+++ EXTRACTED RECORDS

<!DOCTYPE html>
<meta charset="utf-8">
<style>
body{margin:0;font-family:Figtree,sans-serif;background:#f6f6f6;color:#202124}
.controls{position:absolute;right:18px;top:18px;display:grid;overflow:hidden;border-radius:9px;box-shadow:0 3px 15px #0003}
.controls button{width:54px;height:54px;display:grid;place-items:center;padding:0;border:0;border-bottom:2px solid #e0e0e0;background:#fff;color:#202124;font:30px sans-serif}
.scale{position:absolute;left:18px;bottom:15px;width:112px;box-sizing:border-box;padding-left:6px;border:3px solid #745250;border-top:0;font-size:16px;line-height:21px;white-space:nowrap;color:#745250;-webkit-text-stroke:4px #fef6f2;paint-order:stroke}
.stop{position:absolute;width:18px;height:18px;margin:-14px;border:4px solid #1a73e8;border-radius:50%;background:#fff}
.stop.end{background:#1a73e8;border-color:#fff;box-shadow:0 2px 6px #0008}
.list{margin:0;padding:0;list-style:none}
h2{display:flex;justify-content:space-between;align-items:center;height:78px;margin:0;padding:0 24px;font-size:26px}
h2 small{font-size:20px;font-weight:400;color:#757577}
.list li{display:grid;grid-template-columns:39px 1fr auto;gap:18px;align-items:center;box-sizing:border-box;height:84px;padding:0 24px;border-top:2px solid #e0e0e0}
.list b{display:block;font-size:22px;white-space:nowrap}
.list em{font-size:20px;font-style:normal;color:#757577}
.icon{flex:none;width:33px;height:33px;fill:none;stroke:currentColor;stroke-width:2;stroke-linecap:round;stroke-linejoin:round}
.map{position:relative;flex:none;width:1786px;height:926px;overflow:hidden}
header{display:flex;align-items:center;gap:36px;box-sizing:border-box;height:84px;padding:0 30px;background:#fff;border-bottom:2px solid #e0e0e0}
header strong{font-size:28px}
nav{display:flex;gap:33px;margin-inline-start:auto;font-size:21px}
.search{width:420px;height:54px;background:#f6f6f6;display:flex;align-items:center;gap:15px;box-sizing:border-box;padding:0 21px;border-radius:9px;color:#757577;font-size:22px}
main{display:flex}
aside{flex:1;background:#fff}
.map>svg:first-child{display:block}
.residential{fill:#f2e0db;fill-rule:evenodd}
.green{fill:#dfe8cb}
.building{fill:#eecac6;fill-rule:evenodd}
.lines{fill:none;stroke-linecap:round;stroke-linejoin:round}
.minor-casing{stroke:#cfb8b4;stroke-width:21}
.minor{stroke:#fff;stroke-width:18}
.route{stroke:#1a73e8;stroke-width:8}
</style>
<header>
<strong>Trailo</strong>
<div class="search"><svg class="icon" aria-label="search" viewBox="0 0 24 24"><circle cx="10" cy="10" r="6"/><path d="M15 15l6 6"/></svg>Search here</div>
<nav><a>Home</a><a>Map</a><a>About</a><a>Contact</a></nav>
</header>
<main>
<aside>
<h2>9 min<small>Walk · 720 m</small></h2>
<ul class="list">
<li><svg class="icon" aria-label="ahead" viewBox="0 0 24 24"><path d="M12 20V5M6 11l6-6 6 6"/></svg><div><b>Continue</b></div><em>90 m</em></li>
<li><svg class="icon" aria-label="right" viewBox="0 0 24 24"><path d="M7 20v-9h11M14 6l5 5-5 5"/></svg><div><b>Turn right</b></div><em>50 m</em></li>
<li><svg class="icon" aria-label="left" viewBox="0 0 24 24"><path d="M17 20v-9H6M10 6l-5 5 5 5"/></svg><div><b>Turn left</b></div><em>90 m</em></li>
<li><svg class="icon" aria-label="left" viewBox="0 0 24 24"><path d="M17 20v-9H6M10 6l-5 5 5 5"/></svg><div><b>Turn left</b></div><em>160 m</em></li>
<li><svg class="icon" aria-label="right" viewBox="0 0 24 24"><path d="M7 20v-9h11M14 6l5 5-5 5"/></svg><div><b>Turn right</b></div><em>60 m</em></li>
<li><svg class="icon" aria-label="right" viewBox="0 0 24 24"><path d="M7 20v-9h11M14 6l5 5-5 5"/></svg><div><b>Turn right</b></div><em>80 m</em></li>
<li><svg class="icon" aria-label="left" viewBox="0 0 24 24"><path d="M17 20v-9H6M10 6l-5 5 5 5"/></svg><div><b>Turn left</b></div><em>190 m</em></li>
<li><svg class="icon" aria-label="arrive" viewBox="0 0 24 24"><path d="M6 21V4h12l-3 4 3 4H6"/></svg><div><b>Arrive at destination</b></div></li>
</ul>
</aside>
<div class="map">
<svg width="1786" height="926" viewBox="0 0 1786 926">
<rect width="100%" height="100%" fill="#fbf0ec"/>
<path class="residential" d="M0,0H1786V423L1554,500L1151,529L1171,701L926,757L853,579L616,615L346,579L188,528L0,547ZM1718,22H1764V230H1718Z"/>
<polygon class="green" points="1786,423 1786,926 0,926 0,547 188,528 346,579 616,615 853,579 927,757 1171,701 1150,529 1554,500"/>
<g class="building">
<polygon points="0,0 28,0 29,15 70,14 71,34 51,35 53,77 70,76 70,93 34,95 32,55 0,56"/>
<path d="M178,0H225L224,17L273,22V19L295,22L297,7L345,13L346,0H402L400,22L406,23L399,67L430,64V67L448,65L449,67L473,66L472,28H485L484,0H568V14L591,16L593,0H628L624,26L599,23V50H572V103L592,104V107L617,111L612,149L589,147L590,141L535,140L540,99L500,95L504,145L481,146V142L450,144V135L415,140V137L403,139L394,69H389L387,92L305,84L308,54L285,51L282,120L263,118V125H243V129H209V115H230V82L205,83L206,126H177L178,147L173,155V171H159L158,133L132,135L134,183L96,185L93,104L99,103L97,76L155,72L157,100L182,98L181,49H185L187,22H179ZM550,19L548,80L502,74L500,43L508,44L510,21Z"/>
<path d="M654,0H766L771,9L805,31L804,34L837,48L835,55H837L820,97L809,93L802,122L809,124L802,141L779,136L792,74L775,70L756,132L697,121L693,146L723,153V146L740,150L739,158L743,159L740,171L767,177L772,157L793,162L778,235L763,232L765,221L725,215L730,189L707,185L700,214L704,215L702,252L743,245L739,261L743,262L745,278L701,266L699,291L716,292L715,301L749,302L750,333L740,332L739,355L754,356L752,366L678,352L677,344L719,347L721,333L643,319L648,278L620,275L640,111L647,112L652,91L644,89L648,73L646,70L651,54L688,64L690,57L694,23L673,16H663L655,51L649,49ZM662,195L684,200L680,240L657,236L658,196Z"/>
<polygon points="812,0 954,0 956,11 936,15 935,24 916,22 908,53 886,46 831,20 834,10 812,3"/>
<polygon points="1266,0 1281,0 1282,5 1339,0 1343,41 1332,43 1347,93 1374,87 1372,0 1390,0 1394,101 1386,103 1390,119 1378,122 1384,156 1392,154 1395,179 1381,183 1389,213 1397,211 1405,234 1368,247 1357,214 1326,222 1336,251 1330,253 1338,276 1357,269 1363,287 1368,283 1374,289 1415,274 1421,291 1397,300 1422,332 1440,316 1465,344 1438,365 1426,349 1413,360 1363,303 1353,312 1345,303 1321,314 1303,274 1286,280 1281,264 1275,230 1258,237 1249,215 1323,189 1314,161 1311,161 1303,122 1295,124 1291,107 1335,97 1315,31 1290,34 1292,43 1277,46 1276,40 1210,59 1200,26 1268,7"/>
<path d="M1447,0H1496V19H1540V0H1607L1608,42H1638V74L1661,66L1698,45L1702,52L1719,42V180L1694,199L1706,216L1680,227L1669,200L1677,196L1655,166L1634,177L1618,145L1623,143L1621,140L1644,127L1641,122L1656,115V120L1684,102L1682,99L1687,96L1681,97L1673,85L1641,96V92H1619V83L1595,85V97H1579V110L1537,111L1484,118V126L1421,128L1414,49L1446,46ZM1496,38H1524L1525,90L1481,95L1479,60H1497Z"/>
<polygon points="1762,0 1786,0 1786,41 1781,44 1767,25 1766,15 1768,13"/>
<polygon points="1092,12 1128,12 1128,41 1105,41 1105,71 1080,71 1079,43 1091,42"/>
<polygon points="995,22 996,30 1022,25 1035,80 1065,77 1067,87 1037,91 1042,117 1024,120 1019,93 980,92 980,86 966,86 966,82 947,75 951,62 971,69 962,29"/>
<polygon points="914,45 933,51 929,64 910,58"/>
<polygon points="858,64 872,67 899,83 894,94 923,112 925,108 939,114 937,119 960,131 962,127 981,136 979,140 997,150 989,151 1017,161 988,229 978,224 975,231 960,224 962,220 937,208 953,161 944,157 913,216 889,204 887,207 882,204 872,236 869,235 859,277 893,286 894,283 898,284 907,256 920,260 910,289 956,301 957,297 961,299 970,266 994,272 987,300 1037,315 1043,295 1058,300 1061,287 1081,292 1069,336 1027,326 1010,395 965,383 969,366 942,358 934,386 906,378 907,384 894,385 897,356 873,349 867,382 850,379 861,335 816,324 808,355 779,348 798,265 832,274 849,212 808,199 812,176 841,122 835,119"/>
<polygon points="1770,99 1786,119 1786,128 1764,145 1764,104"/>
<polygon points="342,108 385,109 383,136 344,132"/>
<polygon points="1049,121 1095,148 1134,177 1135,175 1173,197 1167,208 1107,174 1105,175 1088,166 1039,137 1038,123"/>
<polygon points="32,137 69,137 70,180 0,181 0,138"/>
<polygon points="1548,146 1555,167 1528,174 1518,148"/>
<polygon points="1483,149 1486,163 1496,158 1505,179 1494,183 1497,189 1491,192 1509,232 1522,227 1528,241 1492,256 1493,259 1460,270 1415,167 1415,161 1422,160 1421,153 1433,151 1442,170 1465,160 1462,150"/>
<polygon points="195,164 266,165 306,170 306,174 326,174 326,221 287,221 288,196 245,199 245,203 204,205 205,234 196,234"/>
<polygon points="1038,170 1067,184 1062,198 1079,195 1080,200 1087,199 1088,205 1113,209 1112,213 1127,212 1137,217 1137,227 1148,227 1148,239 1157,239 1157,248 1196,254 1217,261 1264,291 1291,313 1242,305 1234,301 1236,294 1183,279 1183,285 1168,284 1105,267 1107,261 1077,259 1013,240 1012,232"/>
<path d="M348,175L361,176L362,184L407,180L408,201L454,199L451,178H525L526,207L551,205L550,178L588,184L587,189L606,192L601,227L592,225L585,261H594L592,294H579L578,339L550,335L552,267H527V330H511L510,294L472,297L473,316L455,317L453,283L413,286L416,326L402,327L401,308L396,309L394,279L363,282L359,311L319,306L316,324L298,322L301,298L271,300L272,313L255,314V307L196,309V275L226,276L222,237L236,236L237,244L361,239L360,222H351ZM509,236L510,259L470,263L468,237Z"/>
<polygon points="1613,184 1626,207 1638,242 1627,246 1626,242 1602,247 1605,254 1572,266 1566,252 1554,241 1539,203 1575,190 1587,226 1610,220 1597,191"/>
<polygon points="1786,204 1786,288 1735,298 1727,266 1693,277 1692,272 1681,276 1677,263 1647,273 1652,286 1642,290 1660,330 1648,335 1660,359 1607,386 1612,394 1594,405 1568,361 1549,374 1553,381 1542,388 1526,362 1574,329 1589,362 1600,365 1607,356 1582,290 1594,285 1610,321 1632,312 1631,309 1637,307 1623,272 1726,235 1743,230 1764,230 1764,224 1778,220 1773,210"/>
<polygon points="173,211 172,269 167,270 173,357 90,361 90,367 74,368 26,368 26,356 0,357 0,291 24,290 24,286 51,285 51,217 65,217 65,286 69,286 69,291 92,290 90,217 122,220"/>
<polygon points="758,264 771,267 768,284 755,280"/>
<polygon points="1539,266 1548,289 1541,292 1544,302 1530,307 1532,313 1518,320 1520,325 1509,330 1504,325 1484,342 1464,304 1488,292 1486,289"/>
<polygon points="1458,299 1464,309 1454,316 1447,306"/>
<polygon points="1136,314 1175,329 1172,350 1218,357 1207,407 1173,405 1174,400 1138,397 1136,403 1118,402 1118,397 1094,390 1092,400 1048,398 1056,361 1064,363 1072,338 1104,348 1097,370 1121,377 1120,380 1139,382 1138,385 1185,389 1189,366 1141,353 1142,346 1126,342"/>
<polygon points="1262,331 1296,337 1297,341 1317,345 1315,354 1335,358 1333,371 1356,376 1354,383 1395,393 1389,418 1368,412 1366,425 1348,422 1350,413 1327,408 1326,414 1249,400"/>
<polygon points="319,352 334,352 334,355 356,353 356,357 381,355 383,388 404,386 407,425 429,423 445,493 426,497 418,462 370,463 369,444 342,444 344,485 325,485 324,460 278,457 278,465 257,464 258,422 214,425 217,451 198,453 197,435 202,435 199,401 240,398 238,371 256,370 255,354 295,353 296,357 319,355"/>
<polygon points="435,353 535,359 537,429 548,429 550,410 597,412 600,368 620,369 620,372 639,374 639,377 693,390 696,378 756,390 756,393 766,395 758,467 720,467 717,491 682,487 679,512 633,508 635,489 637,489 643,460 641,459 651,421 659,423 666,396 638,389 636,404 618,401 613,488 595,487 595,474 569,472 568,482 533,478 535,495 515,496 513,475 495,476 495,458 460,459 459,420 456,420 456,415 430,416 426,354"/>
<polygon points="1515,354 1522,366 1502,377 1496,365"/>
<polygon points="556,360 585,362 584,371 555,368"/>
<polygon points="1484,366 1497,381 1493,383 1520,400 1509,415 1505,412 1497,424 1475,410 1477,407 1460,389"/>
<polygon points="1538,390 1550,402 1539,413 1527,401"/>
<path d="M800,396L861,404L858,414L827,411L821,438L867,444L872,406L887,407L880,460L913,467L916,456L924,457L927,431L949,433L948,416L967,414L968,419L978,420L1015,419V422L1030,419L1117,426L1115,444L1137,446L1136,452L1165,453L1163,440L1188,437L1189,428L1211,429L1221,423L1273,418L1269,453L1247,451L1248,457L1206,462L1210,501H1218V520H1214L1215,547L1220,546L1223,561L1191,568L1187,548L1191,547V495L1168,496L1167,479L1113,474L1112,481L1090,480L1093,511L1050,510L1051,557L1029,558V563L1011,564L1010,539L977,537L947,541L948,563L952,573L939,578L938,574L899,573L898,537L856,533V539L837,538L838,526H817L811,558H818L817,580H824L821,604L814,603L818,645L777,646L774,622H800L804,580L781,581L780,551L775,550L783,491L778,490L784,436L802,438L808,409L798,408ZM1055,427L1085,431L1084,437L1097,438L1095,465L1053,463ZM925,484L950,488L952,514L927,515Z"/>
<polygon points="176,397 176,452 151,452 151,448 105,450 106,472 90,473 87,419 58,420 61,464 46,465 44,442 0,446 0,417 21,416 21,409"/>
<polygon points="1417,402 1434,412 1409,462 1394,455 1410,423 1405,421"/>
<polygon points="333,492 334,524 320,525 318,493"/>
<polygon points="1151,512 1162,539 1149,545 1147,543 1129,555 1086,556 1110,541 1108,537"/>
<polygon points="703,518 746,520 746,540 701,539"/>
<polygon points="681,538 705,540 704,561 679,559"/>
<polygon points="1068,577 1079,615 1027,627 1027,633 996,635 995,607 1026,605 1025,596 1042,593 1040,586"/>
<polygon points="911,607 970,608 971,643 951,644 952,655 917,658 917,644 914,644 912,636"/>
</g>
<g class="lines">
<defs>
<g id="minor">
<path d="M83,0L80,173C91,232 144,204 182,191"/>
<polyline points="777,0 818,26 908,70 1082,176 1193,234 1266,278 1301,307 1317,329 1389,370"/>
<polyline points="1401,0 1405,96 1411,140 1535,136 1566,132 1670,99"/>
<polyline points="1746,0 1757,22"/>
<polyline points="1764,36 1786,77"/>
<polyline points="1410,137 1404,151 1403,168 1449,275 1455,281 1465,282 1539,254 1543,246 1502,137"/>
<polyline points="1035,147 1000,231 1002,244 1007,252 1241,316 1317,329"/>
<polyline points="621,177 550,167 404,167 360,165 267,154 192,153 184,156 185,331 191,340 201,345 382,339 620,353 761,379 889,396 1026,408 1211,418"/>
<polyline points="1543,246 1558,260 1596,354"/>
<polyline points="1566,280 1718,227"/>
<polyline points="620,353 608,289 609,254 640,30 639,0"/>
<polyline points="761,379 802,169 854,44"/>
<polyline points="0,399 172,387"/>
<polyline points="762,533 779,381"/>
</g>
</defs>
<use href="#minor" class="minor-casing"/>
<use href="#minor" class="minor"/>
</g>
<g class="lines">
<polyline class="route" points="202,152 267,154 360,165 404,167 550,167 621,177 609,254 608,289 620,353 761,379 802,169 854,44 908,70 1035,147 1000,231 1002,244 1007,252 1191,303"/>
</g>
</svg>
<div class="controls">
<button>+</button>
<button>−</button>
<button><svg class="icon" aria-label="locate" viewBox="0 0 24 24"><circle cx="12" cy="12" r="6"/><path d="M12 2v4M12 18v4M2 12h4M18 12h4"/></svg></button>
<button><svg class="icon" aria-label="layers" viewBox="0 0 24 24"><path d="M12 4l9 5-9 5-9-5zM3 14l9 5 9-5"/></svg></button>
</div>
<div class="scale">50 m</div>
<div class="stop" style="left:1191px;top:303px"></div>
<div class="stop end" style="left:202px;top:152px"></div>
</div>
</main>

++++++

* [WORK ITEM] How many lines of the entries hold the word "casing"? Respond with the number alone.

* [RESPONSE TO THE EXERCISE] 2